Physical Review Research (Jun 2022)
Critical magnetic fluctuations in the layered ruthenates Ca_{2}RuO_{4} and Ca_{3}Ru_{2}O_{7}
Abstract
Materials realizing the XY model in two dimensions are sparse. Here we use neutron triple-axis spectroscopy to investigate the critical static and dynamical magnetic fluctuations in the square-lattice antiferromagnets Ca_{2}RuO_{4} and Ca_{3}Ru_{2}O_{7}. We probe the temperature dependence of the antiferromagnetic Bragg intensity, the Q width, the amplitude, and the energy width of the magnetic diffuse scattering in the vicinity of the Néel temperature T_{N} to determine the critical behavior of the magnetic order parameter M, correlation length ξ, susceptibility χ, and the characteristic energy Γ with the corresponding critical exponents β, ν, γ, and z, respectively.

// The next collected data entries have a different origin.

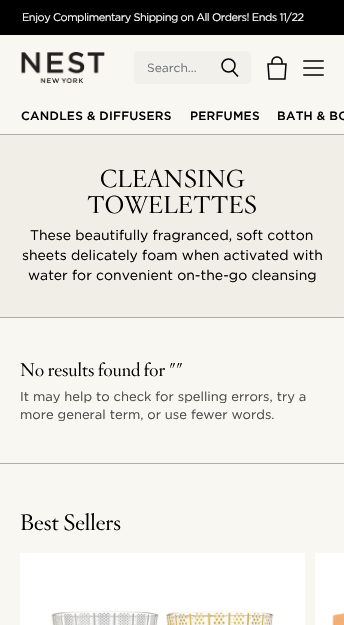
static SkFont makeFont(const char* family, int weight, float size, bool italic = false) {
  SkFontStyle style(weight, SkFontStyle::kNormal_Width,
    italic ? SkFontStyle::kItalic_Slant : SkFontStyle::kUpright_Slant);
  SkFont result(fontMgr->matchFamilyStyle(family, style), size);
  result.setSubpixel(true);
  return result;
}

static void text(SkCanvas* c, const char* s, float x, float y, const SkFont& font, SkColor color) {
  SkPaint ink(SkColor4f::FromColor(color));
  ink.setAntiAlias(true);
  c->drawString(s, x, y, font, ink);
}

static void spacedText(SkCanvas* c, const char* s, float x, float y, const SkFont& font, const SkPaint& ink, float letter, float word) {
  std::vector<SkGlyphID> glyphs(font.countText(s, strlen(s), SkTextEncoding::kUTF8));
  std::vector<float> xs(glyphs.size());
  font.textToGlyphs(s, strlen(s), SkTextEncoding::kUTF8, glyphs);
  font.getXPos(glyphs, xs, x);
  float extra = 0;
  for (size_t i = 0; i < glyphs.size(); i++) {
    xs[i] += extra;
    extra += letter + word * (glyphs[i] == font.unicharToGlyph(' '));
  }
  c->drawTextBlob(SkTextBlob::MakeFromPosHGlyphs(glyphs, xs, y, font), 0, 0, ink);
}

static void box(SkCanvas* c, float l, float t, float r, float b, SkColor color) {
  SkPaint ink(SkColor4f::FromColor(color));
  ink.setAntiAlias(true);
  c->drawRect(SkRect::MakeLTRB(l, t, r, b), ink);
}

static void roundBox(SkCanvas* c, float l, float t, float r, float b, float radius, SkColor color) {
  SkPaint ink(SkColor4f::FromColor(color));
  ink.setAntiAlias(true);
  c->drawRoundRect(SkRect::MakeLTRB(l, t, r, b), radius, radius, ink);
}

static void picture(SkCanvas* c, const char* path, float l, float t, float r, float b) {
  auto image = SkImages::DeferredFromEncodedData(SkData::MakeFromFileName(path));
  c->drawImageRect(image, SkRect::MakeLTRB(l, t, r, b), SkSamplingOptions());
}

void draw(SkCanvas* c) {
  SkPaint paint;
  paint.setAntiAlias(true);
  c->clear(0xfff9f7f2);
  box(c, 0, 0, 344, 35, 0xff000000);
  SkFont face1 = makeFont("Gotham", 400, 11);
  paint.setColor(0xffffffff);
  spacedText(c, "Enjoy Complimentary Shipping on All Orders! Ends 11/22", 22, 21, face1, paint, -0.5f, 0);
  picture(c, "img_01.png", 21, 52, 105, 84);
  roundBox(c, 134, 51, 251, 84, 5, 0xfff2f0ea);
  SkFont face2 = makeFont("Gotham", 400, 12);
  text(c, "Search...", 147, 72, face2, 0xff6b7280);
  paint.setStyle(SkPaint::kStroke_Style);
  paint.setStrokeWidth(1.5f);
  paint.setColor(0xff000000);
  c->drawCircle(228.5f, 65.5f, 6.5f, paint);
  c->drawPath(SkPathBuilder().moveTo(232.5f, 70.5f).lineTo(238, 76.5f).detach(), paint);
  picture(c, "img_02.png", 267, 56, 287, 80);
  paint.setStrokeCap(SkPaint::kSquare_Cap);
  c->drawPath(SkPathBuilder().moveTo(304, 61).lineTo(323, 61).moveTo(304, 68).lineTo(323, 68).moveTo(304, 75).lineTo(323, 75).detach(), paint);
  box(c, 0, 134, 344, 135, 0xffaeada9);
  SkFont face3 = makeFont("Gotham", 500, 12);
  paint.setStyle(SkPaint::kFill_Style);
  spacedText(c, "CANDLES & DIFFUSERS", 21, 120, face3, paint, 0.25f, 0);
  spacedText(c, "PERFUMES", 190, 120, face3, paint, 0.25f, 0);
  spacedText(c, "BATH & BO", 277, 120, face3, paint, 0.25f, 0);
  box(c, 0, 135, 344, 317, 0xfff1eee7);
  SkFont face4 = makeFont("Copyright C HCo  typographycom", 300, 24);
  text(c, "CLEANSING", 100, 187, face4, 0xff000000);
  text(c, "TOWELETTES", 87, 213, face4, 0xff000000);
  SkFont face5 = makeFont("Gotham", 400, 14);
  text(c, "These beautifully fragranced, soft cotton", 30, 240, face5, 0xff000000);
  text(c, "sheets delicately foam when activated with", 22, 260, face5, 0xff000000);
  text(c, "water for convenient on-the-go cleansing", 28, 280, face5, 0xff000000);
  box(c, 0, 317, 344, 318, 0xffaeada9);
  box(c, 0, 463, 344, 464, 0xffaeada9);
  SkFont face6 = makeFont("Copyright C HCo  typographycom", 300, 18);
  text(c, "No results found for \"\"", 20, 376, face6, 0xff000000);
  SkFont face7 = makeFont("Gotham", 400, 13);
  text(c, "It may help to check for spelling errors, try a", 20, 401, face7, 0xff4b4a49);
  text(c, "more general term, or use fewer words.", 20, 419, face7, 0xff4b4a49);
  SkFont face8 = makeFont("Copyright C HCo  typographycom", 300, 22);
  text(c, "Best Sellers", 20, 530, face8, 0xff000000);
  picture(c, "img_03.png", 20, 553, 305, 625);
  picture(c, "img_04.png", 315, 553, 344, 625);
}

We find that the critical behaviors of the single-layer compound Ca_{2}RuO_{4} follow universal scaling laws that are compatible with predictions of the two-dimensional (2D) XY model. The bilayer compound Ca_{3}Ru_{2}O_{7} is only partly consistent with the 2D XY theory and best described by the three-dimensional (3D) Ising model, which is likely a consequence of the intrabilayer exchange interactions in combination with an orthorhombic single-ion anisotropy. Hence, our results suggest that layered ruthenates are promising solid-state platforms for research on the 2D XY model and the effects of 3D interactions and additional spin-space anisotropies on the magnetic fluctuations.